Alessio Boni e la metafora del colibrì: da stasera "Il visitatore" al teatro Massimo di Cagliari

alessio boni
Alessio Boni

L a storia del piastrellista («a 14 anni lavoravo con mio padre»), e della vita a San Diego («per mantenermi ho fatto il cameriere, il pizzaiolo, il pony express e il baby sitter») l'ha raccontata tante volte. Così come la storia di quella sera a Roma, in teatro. Tra il pubblico, ad assistere a "La gatta Cenerentola" di Roberto De Simone, c'era anche lui, Alessio Boni. Oggi attore, allora non ancora: «Fu una folgorazione» ammette. Boni, bergamasco, quasi cinquantanni, una lunga gavetta masticando la polvere del palcoscenico, di ruoli ne ha interpretati, e parecchi. Caravaggio, Puccini, Dio nello spettacolo "Il visitatore" (da oggi al Massimo di Cagliari). Ulisse per la televisione. L'indimenticabile Matteo Carati ne "La meglio gioventù" che gli valse il Nastro D'Argento (2003).

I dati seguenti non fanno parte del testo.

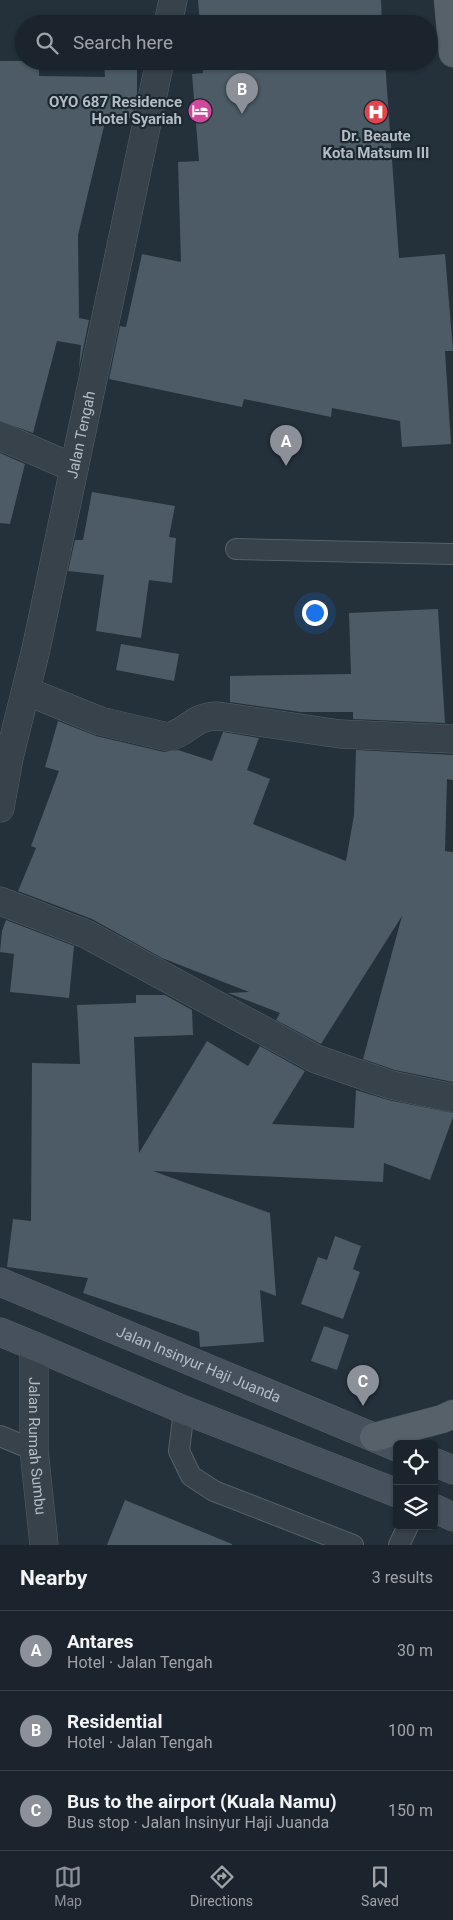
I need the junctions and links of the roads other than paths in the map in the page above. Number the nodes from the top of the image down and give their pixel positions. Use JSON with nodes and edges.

Televisione, cinema, teatro, qual è il percorso di Alessio Boni?

«Nella vita di ognuno di noi ci sono incontri, vicissitudini che ti fanno prendere una strada dettata dal tuo carattere. Mi è sempre interessato lanciare un messaggio, lasciare un segno. Il teatro è per me una sorta di terapia di gruppo e se questo accade anche nel cinema hai fatto bingo. Accalappiare il pubblico, tenerlo lì e farlo pensare: è questo il progredire della società occidentale, la forza della cinematografia, della televisione e del teatro».

Il teatro ha una marcia in più?

«Il teatro ha una valenza in più rispetto al mezzo tecnico televisivo e cinematografico. Quella di sentire veramente il sudore, di vedere in carne e ossa l'attore, di vedere negli occhi il pubblico, di sentirlo respirare. Di avere tra le mani il termometro di come va l'Italia. Ecco perché non lascerò mai il teatro, ogni hanno mi dedico a una tournée. È il mio mezzo, attraverso i sospiri, le risate, le attese, gli applausi, per capire il nostro paese».

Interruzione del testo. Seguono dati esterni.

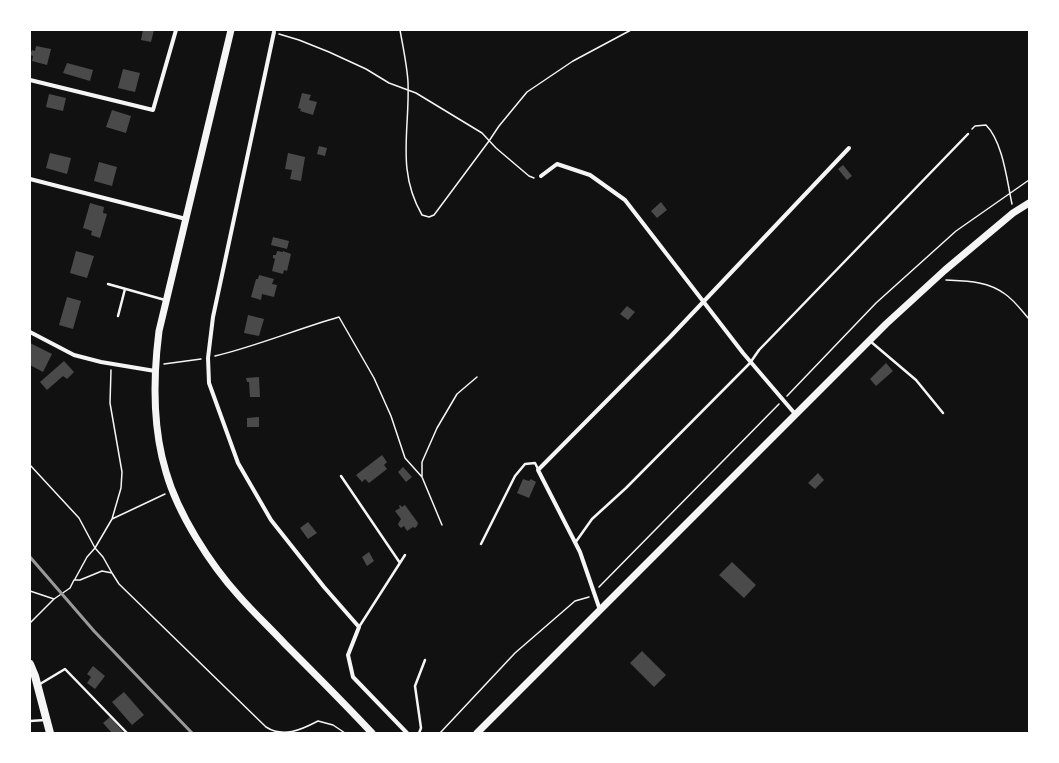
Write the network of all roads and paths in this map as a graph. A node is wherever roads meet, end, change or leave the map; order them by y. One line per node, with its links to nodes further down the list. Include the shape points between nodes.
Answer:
1 (176, 30): 6 (street, via 152,110)
2 (231, 30): 17 (street)
3 (400, 30): 7 (path)
4 (631, 30): 9 (path, via 573,61 527,92 498,126)
5 (273, 31): 7 (path, via 330,52 389,83); 27 (street, via 213,317)
6 (30, 80)
7 (408, 90): 9 (path, via 482,133); 9 (path, via 405,161 409,182 422,215 434,215)
8 (968, 134): 14 (path, via 979,125 986,125 991,130 1008,178); 28 (lane, via 759,350)
9 (489, 141): 11 (path, via 529,176)
10 (849, 148): 22 (street)
11 (541, 176): 22 (street, via 557,164 590,175 625,200)
12 (30, 180): 17 (street)
13 (1029, 180): 14 (path)
14 (1010, 194): 16 (path); 32 (path, via 956,231 876,303)
15 (1029, 202): 16 (street)
16 (1013, 213): 18 (street)
17 (186, 219): 21 (street)
18 (934, 280): 24 (path, via 987,284 1006,294); 26 (street)
19 (108, 284): 20 (lane)
20 (125, 289): 21 (lane); 23 (lane)
21 (166, 300): 30 (street)
22 (702, 302): 28 (street); 36 (street)
23 (118, 316)
24 (1029, 319)
25 (30, 332): 29 (street, via 74,355)
26 (870, 340): 33 (lane, via 916,380); 34 (street)
27 (208, 358): 30 (path); 38 (path, via 339,317 374,378 391,416 405,458); 54 (street, via 209,382 238,463 271,520)
28 (750, 363): 32 (street); 42 (lane, via 592,519)
29 (112, 364): 30 (street); 40 (path, via 110,403 122,472 121,488)
30 (155, 367): 39 (street, via 157,428)
31 (477, 377): 38 (path, via 457,394 437,428 422,462)
32 (782, 400): 34 (street); 50 (path)
33 (943, 413)
34 (796, 415): 52 (street)
35 (30, 464): 44 (path, via 78,518)
36 (538, 470): 42 (street); 43 (lane, via 535,463 526,464 515,476)
37 (341, 476): 46 (lane)
38 (422, 477): 41 (path)
39 (172, 490): 40 (path); 63 (street, via 199,542 238,596)
40 (112, 519): 44 (path)
41 (442, 525)
42 (575, 543): 50 (street)
43 (481, 544)
44 (95, 548): 47 (path); 48 (path)
45 (405, 555): 46 (lane)
46 (400, 563): 54 (lane)
47 (112, 573): 48 (path, via 102,570 80,580); 62 (path, via 119,584 273,732 289,732 318,721 333,724)
48 (74, 580): 51 (path, via 70,588)
49 (30, 591): 51 (path)
50 (594, 592): 52 (street); 66 (path, via 589,597 575,601 515,653)
51 (54, 599): 53 (path)
52 (600, 610): 67 (street)
53 (30, 623)
54 (359, 627): 64 (street, via 348,655 353,677)
55 (425, 660): 65 (lane, via 415,686 421,728)
56 (30, 664): 57 (main road)
57 (37, 685): 58 (main road); 61 (lane, via 65,669)
58 (47, 720): 59 (lane); 60 (main road)
59 (30, 721)
60 (50, 733)
61 (127, 733)
62 (345, 733)
63 (372, 733)
64 (407, 733)
65 (419, 733)
66 (440, 733)
67 (476, 733)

Il teatro può indirizzare l'uomo e la sua esistenza?

«Pensavamo di stare nell'era in cui nessuno sente più niente, in cui non c'è bisogno di cultura. Non è vero. In questo momento storico di crisi etica dell'Europa si ha bisogno di essere indirizzati culturalmente, si ha bisogno di poesia, di emozioni, di profondità. Per salvare l'etica umana non credo ci si debba avvalere di profitti e perdite, la salvezza di un essere umano viene dall'arte. Il teatro può dettare piccole gemme».

Ha appena fatto ritorno dal Kenya, cosa porta in valigia?

«Una bellissima metafora africana raccontata da un masai. La favola di un colibrì che durante un incendio nella Savana anziché scappare come tutti gli altri animali, vola basso su uno stagno per prendere dell'acqua e buttarla sul terreno. "Io ho fatto il mio" risponde a chi gli dà del pazzo. Ecco, se facessimo il nostro, con sincerità e semplicità, cambierebbe tantissimo. Solo che non c'è più questo pensiero, ci si attacca sempre a quello che farà il prossimo».

Lei fa il suo con il mestiere dell'attore?

«Il mio compito non è fare lo spettacolino per alleviare la serata a qualcuno, far cambiare canale a uno annoiato o far andare al cinema perché fuori piove. No. Un giovane prende spunto dal teatro, dal cinema. Voglio essere questo tipo di attore. Un'attore di valore, non per i soldi o per il successo».